▶ _TASK ITEM_: For this exercise, return all the data exactly as it stands.
[INPUT FOR THIS TASK]
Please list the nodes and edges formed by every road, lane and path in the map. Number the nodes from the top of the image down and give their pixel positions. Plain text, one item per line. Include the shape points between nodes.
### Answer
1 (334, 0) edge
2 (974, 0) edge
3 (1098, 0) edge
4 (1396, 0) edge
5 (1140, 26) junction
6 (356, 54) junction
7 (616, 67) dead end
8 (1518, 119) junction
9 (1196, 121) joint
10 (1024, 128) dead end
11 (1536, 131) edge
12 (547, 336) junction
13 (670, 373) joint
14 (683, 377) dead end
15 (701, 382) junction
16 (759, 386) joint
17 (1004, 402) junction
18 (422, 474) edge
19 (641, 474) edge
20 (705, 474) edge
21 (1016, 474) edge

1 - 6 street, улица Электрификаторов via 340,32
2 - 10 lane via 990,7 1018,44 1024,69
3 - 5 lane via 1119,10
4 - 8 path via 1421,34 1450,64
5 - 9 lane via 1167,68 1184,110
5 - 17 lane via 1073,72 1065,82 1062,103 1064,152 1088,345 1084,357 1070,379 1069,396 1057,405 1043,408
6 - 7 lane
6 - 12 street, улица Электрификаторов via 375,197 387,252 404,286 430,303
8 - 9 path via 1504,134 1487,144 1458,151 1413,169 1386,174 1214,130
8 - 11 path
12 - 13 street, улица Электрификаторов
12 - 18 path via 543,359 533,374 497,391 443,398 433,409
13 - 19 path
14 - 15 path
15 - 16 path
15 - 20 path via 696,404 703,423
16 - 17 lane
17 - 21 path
[/INPUT FOR THIS TASK]
▶ _WRITTEN RESPONSE_:
Please list the nodes and edges formed by every road, lane and path in the map. Number the nodes from the top of the image down and give their pixel positions. Plain text, one item per line. Include the shape points between nodes.
### Answer
1 (334, 0) edge
2 (974, 0) edge
3 (1098, 0) edge
4 (1396, 0) edge
5 (1140, 26) junction
6 (356, 54) junction
7 (616, 67) dead end
8 (1518, 119) junction
9 (1196, 121) joint
10 (1024, 128) dead end
11 (1536, 131) edge
12 (547, 336) junction
13 (670, 373) joint
14 (683, 377) dead end
15 (701, 382) junction
16 (759, 386) joint
17 (1004, 402) junction
18 (422, 474) edge
19 (641, 474) edge
20 (705, 474) edge
21 (1016, 474) edge

1 - 6 street, улица Электрификаторов via 340,32
2 - 10 lane via 990,7 1018,44 1024,69
3 - 5 lane via 1119,10
4 - 8 path via 1421,34 1450,64
5 - 9 lane via 1167,68 1184,110
5 - 17 lane via 1073,72 1065,82 1062,103 1064,152 1088,345 1084,357 1070,379 1069,396 1057,405 1043,408
6 - 7 lane
6 - 12 street, улица Электрификаторов via 375,197 387,252 404,286 430,303
8 - 9 path via 1504,134 1487,144 1458,151 1413,169 1386,174 1214,130
8 - 11 path
12 - 13 street, улица Электрификаторов
12 - 18 path via 543,359 533,374 497,391 443,398 433,409
13 - 19 path
14 - 15 path
15 - 16 path
15 - 20 path via 696,404 703,423
16 - 17 lane
17 - 21 path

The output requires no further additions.